In short, "RISC" is a reaction to the fact that hardware is advancing
faster than software technology, and hardware designers who thought
they understood software really didin't.

With respect to there being less availble DMA cycles in a RISC machine,
this is true.  On the other hand, they say, allocate a bunch of memory
dedictaed to device communications, or just use faster memory.
Mass memory is about 10 times faster than it was 10 years ago,
and 10^n times cheaper.  Software has improved in that time too,
but not anywhere near as much.

glacier!navajo!billw

[DEC should put the 20 on a chip, call it a risc machine, and sell
 systems for 15K.  They'd be very successful.]

berger@imag.UUCP (Gilles BERGER SABBATEL) (03/07/86)

In article <136@pyramid.UUCP> dan@.UUCP (Dan Sobottka) writes:
>
>...  The space that is freed up on a RISC chip by having
>little if any u-code ROM can be used for more cache.  ...
>... So, having the cache effectively reduces Bus traffic not only to a CISC
>level (because of above explanation) but also probably LESS traffic because
>the cache can be used for ALL instructions (and data).
>Or am I missing something?
>
OK, but what when the system is multiprogrammed? Frequent swaps between
processes aren't likely to break the cache efficiency?   This could be
the cause of important degradation of RISC performance in multiuser
environment (Cf previous discussions about the Ridge).

... Or am I missing something?....

-- 
Gilles BERGER SABBATEL - IMAG-TIM3/INPG, GRENOBLE - FRANCE
berger@archi@imag.UUCP

rose@think.ARPA (John Rose) (03/07/86)

In article <136@pyramid.UUCP> dan@.UUCP (Dan Sobottka) writes:
>
>...  The space that is freed up on a RISC chip by having
>little if any u-code ROM can be used for more cache.  ...
>
In article <570@imag.UUCP> berger@imag.UUCP (Gilles BERGER SABBATEL) replies:
>OK, but what when the system is multiprogrammed? Frequent swaps between
>processes aren't likely to break the cache efficiency?
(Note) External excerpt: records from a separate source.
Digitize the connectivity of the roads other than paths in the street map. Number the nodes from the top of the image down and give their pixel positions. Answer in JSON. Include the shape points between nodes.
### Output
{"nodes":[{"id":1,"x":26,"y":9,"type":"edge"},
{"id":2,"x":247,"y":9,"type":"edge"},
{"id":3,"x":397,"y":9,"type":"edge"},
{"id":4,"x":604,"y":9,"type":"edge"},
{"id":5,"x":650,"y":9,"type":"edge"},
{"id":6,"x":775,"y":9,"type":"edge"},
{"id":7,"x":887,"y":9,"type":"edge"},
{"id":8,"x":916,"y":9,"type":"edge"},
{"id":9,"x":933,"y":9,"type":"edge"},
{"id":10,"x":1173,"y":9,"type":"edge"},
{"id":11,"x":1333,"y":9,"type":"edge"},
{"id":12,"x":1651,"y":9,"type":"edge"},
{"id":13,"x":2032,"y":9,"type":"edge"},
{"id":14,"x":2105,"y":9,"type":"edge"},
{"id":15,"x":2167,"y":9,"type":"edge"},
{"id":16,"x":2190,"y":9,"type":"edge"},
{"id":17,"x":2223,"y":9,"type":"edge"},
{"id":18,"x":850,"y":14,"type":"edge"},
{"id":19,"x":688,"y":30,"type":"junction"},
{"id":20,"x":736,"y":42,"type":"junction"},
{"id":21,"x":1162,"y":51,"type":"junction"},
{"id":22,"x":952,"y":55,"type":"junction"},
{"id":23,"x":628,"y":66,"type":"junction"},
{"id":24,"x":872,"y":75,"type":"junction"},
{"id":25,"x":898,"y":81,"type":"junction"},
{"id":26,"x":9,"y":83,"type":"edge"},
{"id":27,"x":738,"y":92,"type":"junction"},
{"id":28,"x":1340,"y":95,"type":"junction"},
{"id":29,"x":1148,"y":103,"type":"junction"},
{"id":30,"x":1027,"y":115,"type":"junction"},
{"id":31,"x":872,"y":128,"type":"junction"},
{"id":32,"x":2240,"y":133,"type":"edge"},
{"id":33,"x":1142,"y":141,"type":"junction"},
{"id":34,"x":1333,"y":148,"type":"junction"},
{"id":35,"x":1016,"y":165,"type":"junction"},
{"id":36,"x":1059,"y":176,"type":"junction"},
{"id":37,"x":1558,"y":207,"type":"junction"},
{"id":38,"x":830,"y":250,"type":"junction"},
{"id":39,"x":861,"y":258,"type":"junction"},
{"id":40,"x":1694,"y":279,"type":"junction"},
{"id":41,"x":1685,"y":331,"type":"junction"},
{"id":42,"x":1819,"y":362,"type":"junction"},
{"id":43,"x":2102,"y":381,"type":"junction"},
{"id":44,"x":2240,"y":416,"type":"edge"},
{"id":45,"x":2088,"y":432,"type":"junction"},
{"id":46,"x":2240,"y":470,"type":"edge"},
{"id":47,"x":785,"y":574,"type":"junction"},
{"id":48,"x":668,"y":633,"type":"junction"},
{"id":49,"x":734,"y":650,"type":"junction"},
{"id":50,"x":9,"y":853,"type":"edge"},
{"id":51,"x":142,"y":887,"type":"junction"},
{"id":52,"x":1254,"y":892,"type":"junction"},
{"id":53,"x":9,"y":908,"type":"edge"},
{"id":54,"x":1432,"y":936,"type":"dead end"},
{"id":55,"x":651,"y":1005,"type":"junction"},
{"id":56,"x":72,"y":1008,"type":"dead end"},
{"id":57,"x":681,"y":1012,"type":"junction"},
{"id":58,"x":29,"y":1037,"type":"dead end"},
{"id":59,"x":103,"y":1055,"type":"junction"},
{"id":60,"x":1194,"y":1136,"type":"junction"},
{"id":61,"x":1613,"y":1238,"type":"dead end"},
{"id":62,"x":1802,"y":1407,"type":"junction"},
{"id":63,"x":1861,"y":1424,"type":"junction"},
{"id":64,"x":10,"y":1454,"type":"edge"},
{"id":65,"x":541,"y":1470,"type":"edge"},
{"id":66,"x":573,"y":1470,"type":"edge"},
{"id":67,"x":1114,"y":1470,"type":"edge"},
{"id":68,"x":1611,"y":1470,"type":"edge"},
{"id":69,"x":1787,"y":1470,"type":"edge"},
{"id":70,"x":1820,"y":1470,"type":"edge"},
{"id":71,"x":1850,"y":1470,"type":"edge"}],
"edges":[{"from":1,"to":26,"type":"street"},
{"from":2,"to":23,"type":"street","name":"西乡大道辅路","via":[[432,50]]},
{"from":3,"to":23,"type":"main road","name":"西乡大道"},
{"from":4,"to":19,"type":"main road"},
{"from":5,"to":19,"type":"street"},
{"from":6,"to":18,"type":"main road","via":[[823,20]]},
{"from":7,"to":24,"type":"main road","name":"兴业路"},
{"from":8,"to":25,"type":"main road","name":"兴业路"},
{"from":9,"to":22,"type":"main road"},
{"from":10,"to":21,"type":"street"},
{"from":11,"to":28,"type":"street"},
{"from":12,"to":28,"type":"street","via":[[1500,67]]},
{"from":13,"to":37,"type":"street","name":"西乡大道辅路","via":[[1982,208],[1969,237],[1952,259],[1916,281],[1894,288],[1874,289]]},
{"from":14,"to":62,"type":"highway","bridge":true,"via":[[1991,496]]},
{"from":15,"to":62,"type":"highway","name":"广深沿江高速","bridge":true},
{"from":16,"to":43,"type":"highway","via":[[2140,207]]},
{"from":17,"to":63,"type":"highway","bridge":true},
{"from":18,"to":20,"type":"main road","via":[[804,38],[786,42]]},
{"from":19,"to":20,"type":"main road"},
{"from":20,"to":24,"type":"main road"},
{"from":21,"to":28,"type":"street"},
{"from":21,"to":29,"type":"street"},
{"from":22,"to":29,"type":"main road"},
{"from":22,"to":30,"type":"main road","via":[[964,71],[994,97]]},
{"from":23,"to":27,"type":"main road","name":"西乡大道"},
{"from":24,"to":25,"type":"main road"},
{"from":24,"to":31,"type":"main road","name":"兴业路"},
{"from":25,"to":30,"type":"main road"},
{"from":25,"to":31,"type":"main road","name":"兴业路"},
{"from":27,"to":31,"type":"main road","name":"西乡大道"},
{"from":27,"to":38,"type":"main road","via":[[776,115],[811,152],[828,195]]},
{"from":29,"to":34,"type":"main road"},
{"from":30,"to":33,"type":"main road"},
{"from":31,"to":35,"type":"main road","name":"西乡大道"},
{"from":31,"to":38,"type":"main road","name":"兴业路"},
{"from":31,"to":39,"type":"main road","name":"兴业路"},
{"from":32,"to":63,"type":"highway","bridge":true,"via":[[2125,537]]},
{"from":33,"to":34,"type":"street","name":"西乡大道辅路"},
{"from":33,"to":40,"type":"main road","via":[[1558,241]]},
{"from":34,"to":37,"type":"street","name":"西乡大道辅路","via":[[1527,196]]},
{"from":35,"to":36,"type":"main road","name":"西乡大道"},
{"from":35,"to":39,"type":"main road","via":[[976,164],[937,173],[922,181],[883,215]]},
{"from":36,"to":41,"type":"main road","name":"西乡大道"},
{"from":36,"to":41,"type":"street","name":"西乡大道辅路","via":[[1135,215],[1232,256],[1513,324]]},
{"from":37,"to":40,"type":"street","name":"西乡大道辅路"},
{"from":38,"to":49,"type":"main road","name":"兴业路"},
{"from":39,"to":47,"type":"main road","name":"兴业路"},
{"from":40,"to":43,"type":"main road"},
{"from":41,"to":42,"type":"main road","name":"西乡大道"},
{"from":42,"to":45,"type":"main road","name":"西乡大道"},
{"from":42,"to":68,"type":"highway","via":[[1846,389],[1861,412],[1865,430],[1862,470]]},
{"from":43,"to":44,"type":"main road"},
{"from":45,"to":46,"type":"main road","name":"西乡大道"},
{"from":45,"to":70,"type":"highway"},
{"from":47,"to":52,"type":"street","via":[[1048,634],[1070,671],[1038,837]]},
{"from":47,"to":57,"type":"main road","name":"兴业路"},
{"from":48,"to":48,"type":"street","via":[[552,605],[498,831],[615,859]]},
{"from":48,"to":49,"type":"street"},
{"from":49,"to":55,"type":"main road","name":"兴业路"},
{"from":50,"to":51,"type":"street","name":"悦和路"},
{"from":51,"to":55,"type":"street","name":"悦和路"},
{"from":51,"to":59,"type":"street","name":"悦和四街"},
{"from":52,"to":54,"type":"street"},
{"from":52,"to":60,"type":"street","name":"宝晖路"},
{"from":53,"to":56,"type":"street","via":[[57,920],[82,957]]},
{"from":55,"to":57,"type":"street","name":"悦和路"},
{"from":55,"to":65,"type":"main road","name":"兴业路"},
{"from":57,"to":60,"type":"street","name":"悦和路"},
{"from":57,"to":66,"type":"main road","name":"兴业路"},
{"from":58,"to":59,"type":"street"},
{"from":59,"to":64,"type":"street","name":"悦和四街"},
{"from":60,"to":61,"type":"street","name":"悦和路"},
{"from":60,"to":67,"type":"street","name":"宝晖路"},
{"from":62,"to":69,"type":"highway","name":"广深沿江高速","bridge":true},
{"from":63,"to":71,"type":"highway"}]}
Interesting:  To maintain the functional correspondence between
CISC ucode ROM and RISC fast memory, we'd need something like shared
libraries for low-level routines.  The Unix practice of copying
library code into every executable image would cause gratuitous
flushing of cached "milli-code", only to bring in nearly-identical
code for the next process.  That hard-to-change ROM or WCS has
its good points :-).  What's needed for a RISC is a slowly-changing
set of libraries at well-known addresses, and--more broadly--
software engineering practices which discourage re-invention!

The CISC's have context-switch problems too--look at how the
stack-frame formats have grown in the 68k family (although they
seem also to be paying for early design bugs).  (Co-)processor
registers are a cached data memory which must be flushed (saved)
and reloaded (restored).

-- 
----------------------------------------------------------
John R. Rose, Thinking Machines Corporation, Cambridge, MA
245 First St., Cambridge, MA  02142  (617) 876-1111 X270
rose@think.arpa				ihnp4!think!rose

reiter@harvard.UUCP (Ehud Reiter) (03/08/86)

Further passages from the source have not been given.